I would not assume the just because they use "Constructional Aggression Management" That they will be more successful or a better trainer than anyone who doesn't use that title.

In other words judge the trainer by how they treat the dog and how your dog reacts to working with them rather than the use of a "special training program"


----------



## Lola1969 (Mar 6, 2007)

It's funny you say that because as I've been reading about it, it just seems like standard training theory/practice repackaged. It seems everything needs to be re-named every few years!


----------



## Wildtim (Dec 13, 2001)

Exactly!!! If you can brand it though you can make a lot of money off of it.
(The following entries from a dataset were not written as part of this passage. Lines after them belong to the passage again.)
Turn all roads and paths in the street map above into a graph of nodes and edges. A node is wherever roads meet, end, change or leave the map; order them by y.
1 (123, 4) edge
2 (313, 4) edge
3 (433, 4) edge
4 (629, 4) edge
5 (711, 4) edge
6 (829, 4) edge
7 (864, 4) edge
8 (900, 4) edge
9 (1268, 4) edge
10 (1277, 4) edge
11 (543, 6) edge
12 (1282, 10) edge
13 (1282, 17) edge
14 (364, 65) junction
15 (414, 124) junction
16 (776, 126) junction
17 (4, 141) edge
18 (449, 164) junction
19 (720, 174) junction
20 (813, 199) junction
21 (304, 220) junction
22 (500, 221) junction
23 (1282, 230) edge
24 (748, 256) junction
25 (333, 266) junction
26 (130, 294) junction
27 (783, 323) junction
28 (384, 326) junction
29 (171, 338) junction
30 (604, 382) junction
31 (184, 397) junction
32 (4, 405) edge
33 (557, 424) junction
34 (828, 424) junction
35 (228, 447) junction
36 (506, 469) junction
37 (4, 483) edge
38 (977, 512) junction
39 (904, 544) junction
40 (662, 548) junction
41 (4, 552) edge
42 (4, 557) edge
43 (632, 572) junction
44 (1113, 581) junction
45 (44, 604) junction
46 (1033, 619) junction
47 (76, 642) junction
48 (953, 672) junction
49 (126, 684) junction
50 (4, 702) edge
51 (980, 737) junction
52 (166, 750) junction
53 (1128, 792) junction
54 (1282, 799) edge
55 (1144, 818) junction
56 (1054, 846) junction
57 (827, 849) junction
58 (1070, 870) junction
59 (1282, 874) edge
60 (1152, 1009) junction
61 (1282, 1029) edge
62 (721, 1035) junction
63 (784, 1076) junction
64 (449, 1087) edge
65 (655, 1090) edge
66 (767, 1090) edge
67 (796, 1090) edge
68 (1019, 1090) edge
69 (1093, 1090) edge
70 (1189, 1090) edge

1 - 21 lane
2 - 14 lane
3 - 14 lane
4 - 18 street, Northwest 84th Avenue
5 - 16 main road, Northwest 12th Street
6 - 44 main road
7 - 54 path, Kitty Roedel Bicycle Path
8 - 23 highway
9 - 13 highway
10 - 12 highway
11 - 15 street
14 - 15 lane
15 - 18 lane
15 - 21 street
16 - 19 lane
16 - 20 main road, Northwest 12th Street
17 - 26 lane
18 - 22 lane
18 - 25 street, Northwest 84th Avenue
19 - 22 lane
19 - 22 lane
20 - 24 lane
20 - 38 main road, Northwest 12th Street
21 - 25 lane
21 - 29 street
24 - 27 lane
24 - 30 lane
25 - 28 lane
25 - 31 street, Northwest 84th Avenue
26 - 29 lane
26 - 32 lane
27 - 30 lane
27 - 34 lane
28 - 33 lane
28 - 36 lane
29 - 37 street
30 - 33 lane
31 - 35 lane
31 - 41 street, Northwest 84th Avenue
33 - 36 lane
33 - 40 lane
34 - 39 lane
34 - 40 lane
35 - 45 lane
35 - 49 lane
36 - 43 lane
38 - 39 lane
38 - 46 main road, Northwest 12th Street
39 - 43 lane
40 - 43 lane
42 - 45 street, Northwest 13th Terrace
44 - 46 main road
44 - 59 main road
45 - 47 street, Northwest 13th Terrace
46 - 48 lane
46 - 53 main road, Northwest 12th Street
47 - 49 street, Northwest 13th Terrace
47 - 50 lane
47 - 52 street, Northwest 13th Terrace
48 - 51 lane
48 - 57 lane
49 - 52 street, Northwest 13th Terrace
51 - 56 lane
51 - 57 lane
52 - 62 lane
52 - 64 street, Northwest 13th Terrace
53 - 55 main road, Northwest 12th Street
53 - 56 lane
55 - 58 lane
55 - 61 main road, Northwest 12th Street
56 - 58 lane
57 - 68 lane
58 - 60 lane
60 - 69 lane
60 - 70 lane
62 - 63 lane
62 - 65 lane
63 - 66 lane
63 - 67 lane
Nothing wrong with that we as consumers just have to be aware of it and make sure we aren't overpaying for the "brand name" when the generic is just as good.

Heck look at the 'Dog Whisperer' nothing revolutionary there, he has just managed to brand himself very well. Not knocking him either, great business, and he's increased awareness of training a hundredfold.


----------



## JeanKBBMMMAAN (May 11, 2005)

Can someone summarize it? Sorry!


----------



## Maedchen (May 3, 2003)

Summary:CAT (Constructional Aggression Treatment) applies operant conditioning for modification of aggressive behavior rather than the more traditional classical counter conditioning and desensitization (CC&D). CAT has stirred debate in the positive training/behavior modification community because it utilizes negative reinforcement. Positive trainers tend to try to use positive reinforcement (dog's behavior makes a good thing happen) and negative punishment (dog's behavior makes a good thing go away), rather than positive punishment (dog's behavior makes a bad thing happen) or negative reinforcement (dog's behavior makes a bad thing go away).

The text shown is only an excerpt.